Aim of the exercise
In the entries below, every line that contains "dead" must be located and copied.

Data for this exercise

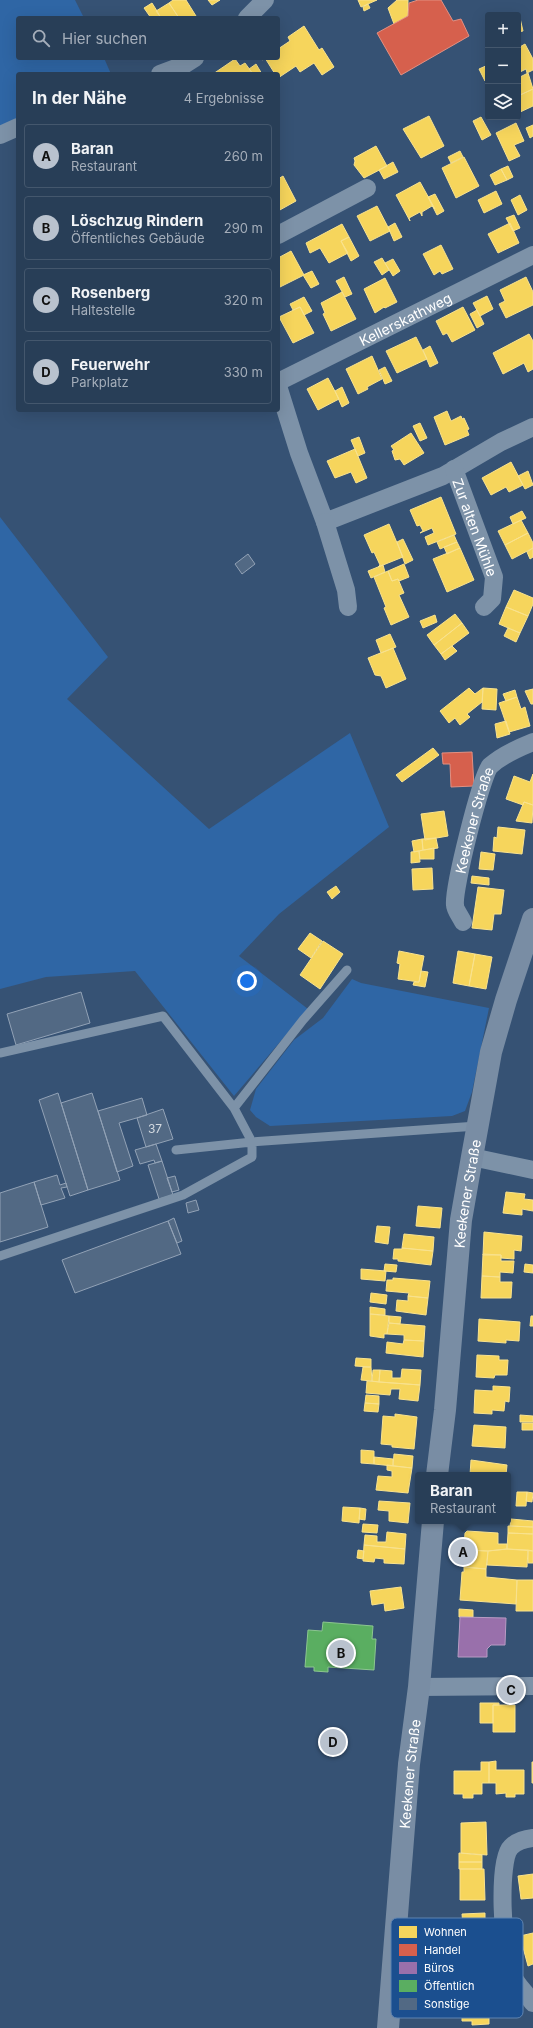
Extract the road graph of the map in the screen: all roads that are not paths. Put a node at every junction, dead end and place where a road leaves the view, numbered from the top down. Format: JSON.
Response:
{"nodes":[{"id":1,"x":265,"y":0,"type":"edge"},
{"id":2,"x":249,"y":16,"type":"edge"},
{"id":3,"x":189,"y":66,"type":"edge"},
{"id":4,"x":167,"y":72,"type":"edge"},
{"id":5,"x":16,"y":129,"type":"edge"},
{"id":6,"x":0,"y":135,"type":"edge"},
{"id":7,"x":368,"y":188,"type":"dead end"},
{"id":8,"x":280,"y":234,"type":"edge"},
{"id":9,"x":533,"y":255,"type":"edge"},
{"id":10,"x":280,"y":381,"type":"edge"},
{"id":11,"x":280,"y":392,"type":"edge"},
{"id":12,"x":533,"y":427,"type":"edge"},
{"id":13,"x":454,"y":469,"type":"junction"},
{"id":14,"x":325,"y":522,"type":"junction"},
{"id":15,"x":348,"y":607,"type":"dead end"},
{"id":16,"x":484,"y":607,"type":"dead end"},
{"id":17,"x":533,"y":742,"type":"edge"},
{"id":18,"x":533,"y":919,"type":"edge"},
{"id":19,"x":463,"y":922,"type":"dead end"},
{"id":20,"x":346,"y":970,"type":"dead end"},
{"id":21,"x":0,"y":1053,"type":"edge"},
{"id":22,"x":234,"y":1108,"type":"junction"},
{"id":23,"x":478,"y":1126,"type":"junction"},
{"id":24,"x":252,"y":1142,"type":"junction"},
{"id":25,"x":176,"y":1150,"type":"dead end"},
{"id":26,"x":472,"y":1157,"type":"junction"},
{"id":27,"x":533,"y":1170,"type":"edge"},
{"id":28,"x":0,"y":1256,"type":"edge"},
{"id":29,"x":437,"y":1472,"type":"edge"},
{"id":30,"x":433,"y":1524,"type":"edge"},
{"id":31,"x":533,"y":1686,"type":"edge"},
{"id":32,"x":419,"y":1687,"type":"junction"},
{"id":33,"x":533,"y":1838,"type":"edge"},
{"id":34,"x":397,"y":1918,"type":"edge"},
{"id":35,"x":504,"y":1918,"type":"edge"},
{"id":36,"x":523,"y":1989,"type":"edge"},
{"id":37,"x":391,"y":1990,"type":"edge"},
{"id":38,"x":533,"y":2003,"type":"edge"},
{"id":39,"x":388,"y":2028,"type":"edge"}],
"edges":[{"from":1,"to":2,"type":"street"},
{"from":3,"to":4,"type":"street"},
{"from":5,"to":6,"type":"street"},
{"from":7,"to":8,"type":"street"},
{"from":9,"to":10,"type":"street","name":"Kellerskathweg"},
{"from":11,"to":14,"type":"street"},
{"from":12,"to":13,"type":"street","name":"Zur alten Mühle"},
{"from":13,"to":14,"type":"street","name":"Zur alten Mühle"},
{"from":13,"to":16,"type":"street","name":"Zur alten Mühle"},
{"from":14,"to":15,"type":"street"},
{"from":17,"to":19,"type":"street","name":"Keekener Straße"},
{"from":18,"to":23,"type":"main road","name":"Keekener Straße"},
{"from":20,"to":22,"type":"lane"},
{"from":21,"to":22,"type":"lane"},
{"from":22,"to":24,"type":"lane"},
{"from":23,"to":24,"type":"lane"},
{"from":23,"to":26,"type":"main road","name":"Keekener Straße"},
{"from":24,"to":25,"type":"lane"},
{"from":24,"to":28,"type":"lane"},
{"from":26,"to":27,"type":"street"},
{"from":26,"to":29,"type":"main road","name":"Keekener Straße"},
{"from":30,"to":32,"type":"main road","name":"Keekener Straße"},
{"from":31,"to":32,"type":"street"},
{"from":32,"to":34,"type":"main road","name":"Keekener Straße"},
{"from":33,"to":35,"type":"street"},
{"from":36,"to":38,"type":"street"},
{"from":37,"to":39,"type":"main road","name":"Keekener Straße"}]}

Output
Extract the road graph of the map in the screen: all roads that are not paths. Put a node at every junction, dead end and place where a road leaves the view, numbered from the top down. Format: JSON.
{"id":7,"x":368,"y":188,"type":"dead end"},
{"id":15,"x":348,"y":607,"type":"dead end"},
{"id":16,"x":484,"y":607,"type":"dead end"},
{"id":19,"x":463,"y":922,"type":"dead end"},
{"id":20,"x":346,"y":970,"type":"dead end"},
{"id":25,"x":176,"y":1150,"type":"dead end"},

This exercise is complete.